Но у Третьякова выработались пути, по которым эти страсти, эту неиссякающую жажду совершенства можно было пускать, не опасаясь, что они кого-то заденут. Таких путей было два: семья и дело жизни Павла Михайловича — его галерея. Находясь в кругу семьи или в мире художества, Павел Михайлович вел себя совершенно иначе, нежели когда занимался делами или сталкивался с людьми малознакомыми.
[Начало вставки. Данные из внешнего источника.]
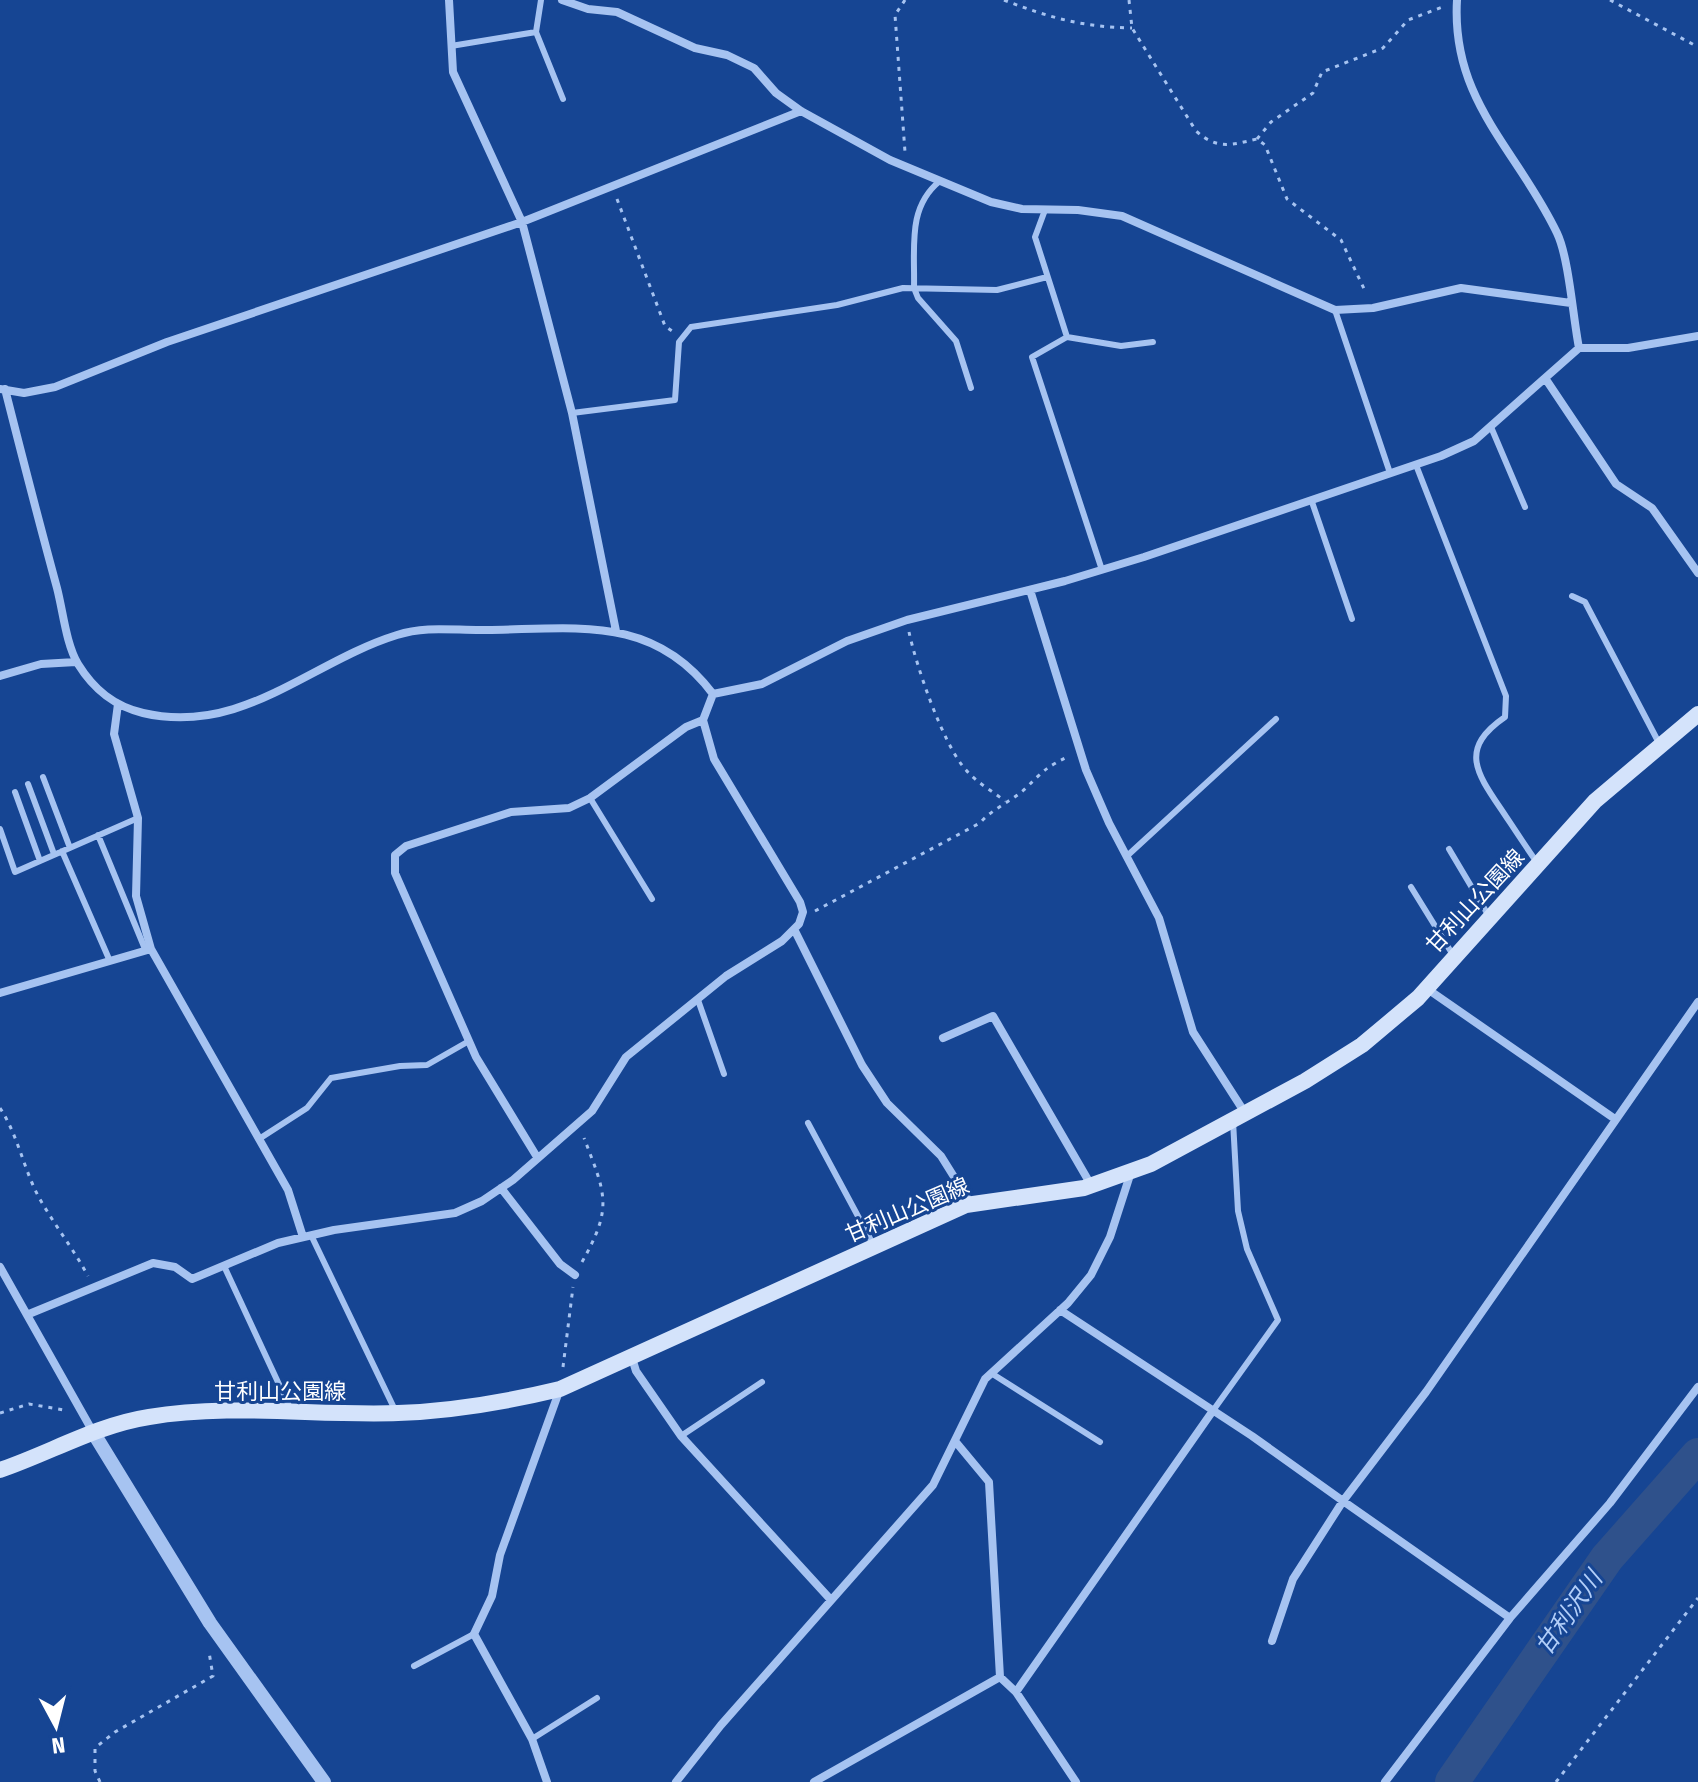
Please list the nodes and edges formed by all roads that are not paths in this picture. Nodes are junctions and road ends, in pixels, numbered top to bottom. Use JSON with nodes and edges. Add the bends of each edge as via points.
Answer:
{"nodes":[{"id":1,"x":449,"y":0,"type":"edge"},
{"id":2,"x":541,"y":0,"type":"edge"},
{"id":3,"x":562,"y":0,"type":"edge"},
{"id":4,"x":1457,"y":1,"type":"edge"},
{"id":5,"x":536,"y":32,"type":"junction"},
{"id":6,"x":451,"y":46,"type":"junction"},
{"id":7,"x":563,"y":99,"type":"dead end"},
{"id":8,"x":801,"y":111,"type":"junction"},
{"id":9,"x":940,"y":181,"type":"junction"},
{"id":10,"x":1045,"y":210,"type":"junction"},
{"id":11,"x":522,"y":222,"type":"junction"},
{"id":12,"x":1047,"y":277,"type":"junction"},
{"id":13,"x":914,"y":288,"type":"junction"},
{"id":14,"x":1571,"y":303,"type":"junction"},
{"id":15,"x":1335,"y":310,"type":"junction"},
{"id":16,"x":1698,"y":336,"type":"edge"},
{"id":17,"x":1067,"y":337,"type":"junction"},
{"id":18,"x":1153,"y":342,"type":"dead end"},
{"id":19,"x":1579,"y":348,"type":"junction"},
{"id":20,"x":1545,"y":378,"type":"junction"},
{"id":21,"x":971,"y":388,"type":"dead end"},
{"id":22,"x":2,"y":389,"type":"edge"},
{"id":23,"x":572,"y":413,"type":"junction"},
{"id":24,"x":1491,"y":427,"type":"junction"},
{"id":25,"x":1416,"y":465,"type":"junction"},
{"id":26,"x":1390,"y":473,"type":"junction"},
{"id":27,"x":1312,"y":502,"type":"junction"},
{"id":28,"x":1525,"y":507,"type":"dead end"},
{"id":29,"x":1102,"y":570,"type":"junction"},
{"id":30,"x":1698,"y":573,"type":"edge"},
{"id":31,"x":1030,"y":590,"type":"junction"},
{"id":32,"x":1572,"y":596,"type":"dead end"},
{"id":33,"x":1352,"y":619,"type":"dead end"},
{"id":34,"x":616,"y":631,"type":"junction"},
{"id":35,"x":76,"y":662,"type":"junction"},
{"id":36,"x":0,"y":676,"type":"edge"},
{"id":37,"x":713,"y":694,"type":"junction"},
{"id":38,"x":118,"y":704,"type":"junction"},
{"id":39,"x":1698,"y":714,"type":"edge"},
{"id":40,"x":1276,"y":719,"type":"dead end"},
{"id":41,"x":703,"y":720,"type":"junction"},
{"id":42,"x":1660,"y":745,"type":"junction"},
{"id":43,"x":43,"y":777,"type":"dead end"},
{"id":44,"x":28,"y":784,"type":"dead end"},
{"id":45,"x":15,"y":792,"type":"dead end"},
{"id":46,"x":590,"y":798,"type":"junction"},
{"id":47,"x":138,"y":818,"type":"junction"},
{"id":48,"x":0,"y":829,"type":"edge"},
{"id":49,"x":98,"y":835,"type":"junction"},
{"id":50,"x":70,"y":848,"type":"junction"},
{"id":51,"x":1449,"y":849,"type":"dead end"},
{"id":52,"x":58,"y":853,"type":"junction"},
{"id":53,"x":1127,"y":856,"type":"junction"},
{"id":54,"x":40,"y":861,"type":"junction"},
{"id":55,"x":1539,"y":865,"type":"junction"},
{"id":56,"x":1411,"y":887,"type":"dead end"},
{"id":57,"x":652,"y":899,"type":"dead end"},
{"id":58,"x":1490,"y":918,"type":"junction"},
{"id":59,"x":794,"y":929,"type":"junction"},
{"id":60,"x":148,"y":949,"type":"junction"},
{"id":61,"x":1453,"y":957,"type":"junction"},
{"id":62,"x":109,"y":959,"type":"junction"},
{"id":63,"x":1426,"y":988,"type":"junction"},
{"id":64,"x":0,"y":993,"type":"edge"},
{"id":65,"x":698,"y":1000,"type":"junction"},
{"id":66,"x":1698,"y":1002,"type":"edge"},
{"id":67,"x":943,"y":1038,"type":"dead end"},
{"id":68,"x":469,"y":1041,"type":"junction"},
{"id":69,"x":724,"y":1074,"type":"dead end"},
{"id":70,"x":1239,"y":1116,"type":"junction"},
{"id":71,"x":1615,"y":1119,"type":"junction"},
{"id":72,"x":808,"y":1123,"type":"dead end"},
{"id":73,"x":259,"y":1139,"type":"junction"},
{"id":74,"x":537,"y":1157,"type":"junction"},
{"id":75,"x":1131,"y":1172,"type":"junction"},
{"id":76,"x":1091,"y":1186,"type":"junction"},
{"id":77,"x":501,"y":1188,"type":"junction"},
{"id":78,"x":971,"y":1204,"type":"junction"},
{"id":79,"x":307,"y":1236,"type":"junction"},
{"id":80,"x":874,"y":1246,"type":"junction"},
{"id":81,"x":224,"y":1266,"type":"junction"},
{"id":82,"x":0,"y":1267,"type":"edge"},
{"id":83,"x":575,"y":1275,"type":"road end"},
{"id":84,"x":1060,"y":1310,"type":"junction"},
{"id":85,"x":29,"y":1314,"type":"junction"},
{"id":86,"x":632,"y":1358,"type":"junction"},
{"id":87,"x":991,"y":1373,"type":"junction"},
{"id":88,"x":762,"y":1382,"type":"dead end"},
{"id":89,"x":1698,"y":1387,"type":"edge"},
{"id":90,"x":560,"y":1389,"type":"junction"},
{"id":91,"x":292,"y":1411,"type":"junction"},
{"id":92,"x":1212,"y":1412,"type":"junction"},
{"id":93,"x":396,"y":1413,"type":"junction"},
{"id":94,"x":93,"y":1432,"type":"junction"},
{"id":95,"x":681,"y":1436,"type":"junction"},
{"id":96,"x":955,"y":1441,"type":"junction"},
{"id":97,"x":1100,"y":1442,"type":"dead end"},
{"id":98,"x":0,"y":1470,"type":"edge"},
{"id":99,"x":1343,"y":1501,"type":"junction"},
{"id":100,"x":831,"y":1600,"type":"junction"},
{"id":101,"x":1510,"y":1618,"type":"junction"},
{"id":102,"x":474,"y":1634,"type":"junction"},
{"id":103,"x":1272,"y":1641,"type":"dead end"},
{"id":104,"x":414,"y":1666,"type":"dead end"},
{"id":105,"x":1000,"y":1677,"type":"junction"},
{"id":106,"x":1016,"y":1692,"type":"junction"},
{"id":107,"x":597,"y":1698,"type":"dead end"},
{"id":108,"x":532,"y":1739,"type":"junction"},
{"id":109,"x":1074,"y":1779,"type":"edge"},
{"id":110,"x":324,"y":1782,"type":"edge"},
{"id":111,"x":547,"y":1782,"type":"edge"},
{"id":112,"x":676,"y":1782,"type":"edge"},
{"id":113,"x":814,"y":1782,"type":"edge"},
{"id":114,"x":1064,"y":1782,"type":"edge"},
{"id":115,"x":1385,"y":1782,"type":"edge"}],
"edges":[{"from":1,"to":6,"type":"street"},
{"from":2,"to":5,"type":"lane"},
{"from":3,"to":8,"type":"street","via":[[617,12],[695,48],[727,55],[754,68]]},
{"from":4,"to":14,"type":"street","via":[[1460,58],[1468,85],[1558,235]]},
{"from":5,"to":6,"type":"lane"},
{"from":5,"to":7,"type":"lane"},
{"from":6,"to":11,"type":"street","via":[[453,72],[469,113]]},
{"from":8,"to":9,"type":"street"},
{"from":8,"to":11,"type":"street"},
{"from":9,"to":10,"type":"street","via":[[991,202]]},
{"from":9,"to":13,"type":"lane","via":[[924,193],[917,209]]},
{"from":10,"to":12,"type":"lane","via":[[1035,237]]},
{"from":10,"to":15,"type":"street","via":[[1122,216]]},
{"from":11,"to":22,"type":"street","via":[[167,342],[55,387],[24,393]]},
{"from":11,"to":23,"type":"street"},
{"from":12,"to":13,"type":"lane","via":[[997,290]]},
{"from":12,"to":17,"type":"lane"},
{"from":13,"to":21,"type":"lane","via":[[956,341]]},
{"from":13,"to":23,"type":"lane","via":[[691,327],[682,338],[675,400]]},
{"from":14,"to":15,"type":"street","via":[[1461,288],[1373,308]]},
{"from":14,"to":19,"type":"street"},
{"from":15,"to":26,"type":"lane"},
{"from":16,"to":19,"type":"street","via":[[1628,348]]},
{"from":17,"to":18,"type":"lane","via":[[1121,346]]},
{"from":17,"to":29,"type":"lane","via":[[1032,357]]},
{"from":19,"to":20,"type":"street"},
{"from":20,"to":24,"type":"street"},
{"from":20,"to":30,"type":"street","via":[[1616,484],[1652,508]]},
{"from":22,"to":35,"type":"street"},
{"from":23,"to":34,"type":"street"},
{"from":24,"to":25,"type":"street","via":[[1474,441]]},
{"from":24,"to":28,"type":"lane"},
{"from":25,"to":26,"type":"street"},
{"from":25,"to":55,"type":"lane","via":[[1506,696],[1505,717],[1486,731],[1476,751],[1477,775]]},
{"from":26,"to":27,"type":"street"},
{"from":27,"to":29,"type":"street"},
{"from":27,"to":33,"type":"lane"},
{"from":29,"to":31,"type":"street"},
{"from":31,"to":37,"type":"street","via":[[907,620],[847,641],[762,684]]},
{"from":31,"to":53,"type":"street","via":[[1079,750]]},
{"from":32,"to":42,"type":"lane","via":[[1585,602]]},
{"from":34,"to":37,"type":"street","via":[[663,646]]},
{"from":34,"to":38,"type":"street","via":[[429,628],[367,646],[237,710],[165,718]]},
{"from":35,"to":36,"type":"street","via":[[41,664]]},
{"from":35,"to":38,"type":"street","via":[[108,700]]},
{"from":37,"to":41,"type":"street"},
{"from":38,"to":47,"type":"street","via":[[114,734]]},
{"from":39,"to":42,"type":"main road","name":"甘利山公園線"},
{"from":40,"to":53,"type":"lane"},
{"from":41,"to":46,"type":"street"},
{"from":41,"to":59,"type":"street","via":[[714,759],[803,912]]},
{"from":42,"to":55,"type":"main road","name":"甘利山公園線","via":[[1595,801]]},
{"from":43,"to":50,"type":"lane"},
{"from":44,"to":52,"type":"lane"},
{"from":45,"to":54,"type":"lane"},
{"from":46,"to":57,"type":"lane"},
{"from":46,"to":68,"type":"street","via":[[569,808],[511,812],[406,846],[395,855],[395,873]]},
{"from":47,"to":49,"type":"lane"},
{"from":47,"to":60,"type":"street","via":[[136,896]]},
{"from":48,"to":54,"type":"lane","via":[[15,872]]},
{"from":49,"to":50,"type":"lane"},
{"from":49,"to":60,"type":"lane"},
{"from":50,"to":52,"type":"lane"},
{"from":51,"to":58,"type":"lane"},
{"from":52,"to":54,"type":"lane"},
{"from":52,"to":62,"type":"lane"},
{"from":53,"to":70,"type":"street","via":[[1159,918],[1193,1032]]},
{"from":55,"to":58,"type":"main road","name":"甘利山公園線"},
{"from":56,"to":61,"type":"lane"},
{"from":58,"to":61,"type":"main road","name":"甘利山公園線"},
{"from":59,"to":65,"type":"street"},
{"from":59,"to":78,"type":"street","via":[[862,1065],[887,1103],[941,1156]]},
{"from":60,"to":62,"type":"street"},
{"from":60,"to":73,"type":"street"},
{"from":61,"to":63,"type":"main road","name":"甘利山公園線"},
{"from":62,"to":64,"type":"street"},
{"from":63,"to":70,"type":"main road","name":"甘利山公園線","via":[[1362,1045]]},
{"from":63,"to":71,"type":"street"},
{"from":65,"to":69,"type":"lane"},
{"from":65,"to":74,"type":"street","via":[[626,1057],[592,1111]]},
{"from":66,"to":71,"type":"street"},
{"from":67,"to":76,"type":"street","via":[[993,1016]]},
{"from":68,"to":73,"type":"lane","via":[[427,1065],[331,1078],[307,1108]]},
{"from":68,"to":74,"type":"street"},
{"from":70,"to":75,"type":"main road","name":"甘利山公園線"},
{"from":70,"to":92,"type":"lane","via":[[1238,1211],[1247,1249],[1278,1320]]},
{"from":71,"to":99,"type":"street","via":[[1426,1392]]},
{"from":72,"to":80,"type":"lane"},
{"from":73,"to":79,"type":"street"},
{"from":74,"to":77,"type":"street"},
{"from":75,"to":76,"type":"main road","name":"甘利山公園線"},
{"from":75,"to":84,"type":"street","via":[[1091,1275]]},
{"from":76,"to":78,"type":"main road","name":"甘利山公園線"},
{"from":77,"to":79,"type":"street","via":[[455,1213]]},
{"from":77,"to":83,"type":"street","via":[[560,1264]]},
{"from":78,"to":80,"type":"main road","name":"甘利山公園線"},
{"from":79,"to":81,"type":"street"},
{"from":79,"to":93,"type":"lane"},
{"from":80,"to":86,"type":"main road","name":"甘利山公園線"},
{"from":81,"to":85,"type":"street","via":[[192,1279],[175,1267],[153,1263]]},
{"from":81,"to":91,"type":"lane"},
{"from":82,"to":85,"type":"street"},
{"from":84,"to":87,"type":"street"},
{"from":84,"to":92,"type":"street"},
{"from":85,"to":94,"type":"street"},
{"from":86,"to":90,"type":"main road","name":"甘利山公園線"},
{"from":86,"to":95,"type":"street"},
{"from":87,"to":96,"type":"street"},
{"from":87,"to":97,"type":"lane"},
{"from":88,"to":95,"type":"lane"},
{"from":89,"to":101,"type":"street","via":[[1628,1481]]},
{"from":90,"to":93,"type":"main road","name":"甘利山公園線","via":[[498,1404]]},
{"from":90,"to":102,"type":"street","via":[[500,1555],[492,1596]]},
{"from":91,"to":93,"type":"main road","name":"甘利山公園線"},
{"from":91,"to":94,"type":"main road","name":"甘利山公園線","via":[[152,1416]]},
{"from":92,"to":99,"type":"street"},
{"from":92,"to":106,"type":"street"},
{"from":94,"to":98,"type":"main road","name":"甘利山公園線"},
{"from":94,"to":110,"type":"street","via":[[210,1623]]},
{"from":95,"to":100,"type":"street"},
{"from":96,"to":100,"type":"street","via":[[933,1485]]},
{"from":96,"to":105,"type":"street","via":[[989,1482]]},
{"from":99,"to":101,"type":"street"},
{"from":99,"to":103,"type":"street","via":[[1293,1579]]},
{"from":100,"to":112,"type":"street"},
{"from":101,"to":115,"type":"street"},
{"from":102,"to":104,"type":"lane"},
{"from":102,"to":108,"type":"street"},
{"from":105,"to":106,"type":"street"},
{"from":105,"to":113,"type":"street"},
{"from":106,"to":109,"type":"street"},
{"from":107,"to":108,"type":"lane"},
{"from":108,"to":111,"type":"street"},
{"from":109,"to":114,"type":"street"}]}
В кругу семьи или друзей, а также некоторых особо близких семье художников Павел Михайлович бывал весел, расслаблен, даже общителен. «... Сам всегда серьезный, малоразговорчивый, Павел Михайлович вдруг оживлялся, он особенно любезно говорил с художником, как никогда и ни с кем»281. Кроме того, Третьяков был прекрасный, любящий семьянин. Здесь прекрасной иллюстрацией может служить наблюдение А.П. Боткиной. Павел Михайлович заботился о детях, иной раз дразнил их: «... когда никого не было чужих, отец шутил и дразнил детей. Я помню от времени до времени повторяющуюся шутку, которая неизменно имела успех. Он вынимал из кармана платок, свертывал его долго в продолговатый комочек, начинал вытирать нос, водя платком из стороны в сторону, и хитро поглядывал на детей. Мы сразу настораживались — это означало, что последует нападение. Тогда он приступал: “Взять Веру под сомнение давно бы уж пора!” — “Не-ет”, — обиженно отвечала старшая. “Взять Сашу под сомнение давно бы уж пора!” — “Не- е-ет”, — умоляюще тянула вторая. “Взять Любу под сомнение давно бы уж пора!” — “Не-е-ет!” — заранее приготовляясь плакать, басила третья. Почему-то это казалось очень обидным и страшным»282.